Mount Rinjani eruption in 1994, in Lombok, Indonesia. Credit: Oliver Spalt via Wikimedia Commons (CC BY-SA 2.0)We’ve not seen much private funding for study of volcanoes, but the Northwest sure is an appropriate place for it, and UO just landed $10 million.
But the recent $10 million grant to the University of Oregon is a rare, big private gift to the study of volcanic activity. The grant comes from Gwen and Charles Lillis—one the former chair of the UO Foundation Board and the other the current chair of the school’s Board of Trustees—who have been longtime donors pushing to secure UO’s prominence.
The university has been a leader in volcanology since the 1960s, which is fitting, considering that there are four volcanoes in the region with potential for eruption. But developing a “volcanology cluster of excellence” is one tenet of the university’s $2 billion funding campaign—one of many such large funding drives happening at schools across the country. The Lillises’ grant moves the university closer, funding two new faculty positions and issuing a $2 million challenge.
The couple’s wealth comes from telecommunications, and both are currently in investing. They’ve given to universities in the region before, including $12 million toward a new business complex at UO in 1999, and $8 million to the University of Puget Sound in 2011.
While I struggled to come up examples of other private philanthropy to volcano research—the USGS, NASA, and the NSF do fund the subject—it’s a more pressing cause than you might initially assume.
Volcanoes, particularly in the U.S., don’t often erupt—hundreds or even thousands of years can pass between events. These spans can lull our human-scaled minds into denial. Bobby Jindal famously mocked volcano research spending in a national speech, sending geologists and Northwesterners alike into a fury.
But according to head of the volcanology cluster at UO, 600 million people are at direct risk from eruptive activity, especially in developing nations where farmers are often drawn to soils near volcanic activity. There’s also potential for global economic impacts—the closing of airports in Europe cost $1.7 billion after Iceland’s volcanic eruption in 2010.

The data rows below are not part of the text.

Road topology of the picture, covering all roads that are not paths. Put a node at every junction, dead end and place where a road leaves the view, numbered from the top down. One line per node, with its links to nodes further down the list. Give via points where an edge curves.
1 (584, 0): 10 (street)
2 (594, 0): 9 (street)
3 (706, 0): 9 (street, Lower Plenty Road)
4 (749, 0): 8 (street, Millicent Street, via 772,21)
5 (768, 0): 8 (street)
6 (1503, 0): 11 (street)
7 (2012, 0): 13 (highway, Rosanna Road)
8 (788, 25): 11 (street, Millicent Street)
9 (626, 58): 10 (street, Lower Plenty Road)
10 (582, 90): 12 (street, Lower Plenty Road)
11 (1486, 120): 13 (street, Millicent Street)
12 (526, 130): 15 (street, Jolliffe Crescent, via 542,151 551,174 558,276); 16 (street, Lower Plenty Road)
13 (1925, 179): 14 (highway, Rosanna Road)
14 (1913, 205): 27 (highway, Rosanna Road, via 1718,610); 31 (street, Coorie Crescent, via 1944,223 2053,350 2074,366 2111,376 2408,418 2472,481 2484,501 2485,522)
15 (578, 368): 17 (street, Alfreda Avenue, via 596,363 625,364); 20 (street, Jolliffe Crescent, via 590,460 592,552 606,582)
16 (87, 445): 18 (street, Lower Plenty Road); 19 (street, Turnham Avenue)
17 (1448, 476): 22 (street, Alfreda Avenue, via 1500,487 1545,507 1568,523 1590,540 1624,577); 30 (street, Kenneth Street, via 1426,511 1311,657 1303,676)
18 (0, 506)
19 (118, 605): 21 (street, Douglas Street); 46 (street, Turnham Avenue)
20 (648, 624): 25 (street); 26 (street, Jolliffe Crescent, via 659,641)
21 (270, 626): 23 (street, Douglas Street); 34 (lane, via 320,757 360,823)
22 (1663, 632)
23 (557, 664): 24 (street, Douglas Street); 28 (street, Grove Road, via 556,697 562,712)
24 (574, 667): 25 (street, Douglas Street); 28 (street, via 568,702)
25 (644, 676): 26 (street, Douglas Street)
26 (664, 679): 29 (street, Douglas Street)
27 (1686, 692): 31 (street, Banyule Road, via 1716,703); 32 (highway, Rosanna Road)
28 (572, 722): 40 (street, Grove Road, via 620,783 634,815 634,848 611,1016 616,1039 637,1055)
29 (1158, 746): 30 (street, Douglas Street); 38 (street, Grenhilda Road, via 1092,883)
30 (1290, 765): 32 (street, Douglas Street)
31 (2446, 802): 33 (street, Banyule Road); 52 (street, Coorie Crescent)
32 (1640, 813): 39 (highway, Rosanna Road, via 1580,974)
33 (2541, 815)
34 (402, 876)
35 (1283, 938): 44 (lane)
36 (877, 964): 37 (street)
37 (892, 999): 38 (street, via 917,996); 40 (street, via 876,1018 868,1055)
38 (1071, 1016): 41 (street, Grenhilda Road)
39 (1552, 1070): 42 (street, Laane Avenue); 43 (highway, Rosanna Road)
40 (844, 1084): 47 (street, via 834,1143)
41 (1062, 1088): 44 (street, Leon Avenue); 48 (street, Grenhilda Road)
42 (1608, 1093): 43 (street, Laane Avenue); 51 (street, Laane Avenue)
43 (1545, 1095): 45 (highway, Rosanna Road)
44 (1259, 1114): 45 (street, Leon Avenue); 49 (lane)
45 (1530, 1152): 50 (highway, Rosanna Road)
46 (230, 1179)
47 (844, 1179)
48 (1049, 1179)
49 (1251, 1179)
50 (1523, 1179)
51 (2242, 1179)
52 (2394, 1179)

And let's not even contemplate the climate changes and widespread famine that could be caused by another eruption on the scale of Mount Tambora in 1815 or Krakatau in 1883.
Population growth and globalization makes the risk increasingly severe. Improving monitoring technology means longer time to prepare for activity. The research center will also study the potential for geothermal energy. The field seems to be ripe for an opportunity in which attention from private donors can kickstart larger funding, either from other private or public sources. Aside from the matching element, part of the intent of the recent gift is to make the school more attractive for government grants.
So while the gift came from a drive to boost the university, maybe it will also nudge forward other funding to make the world, and all those living in the shadows of rumbling giants, a little safer.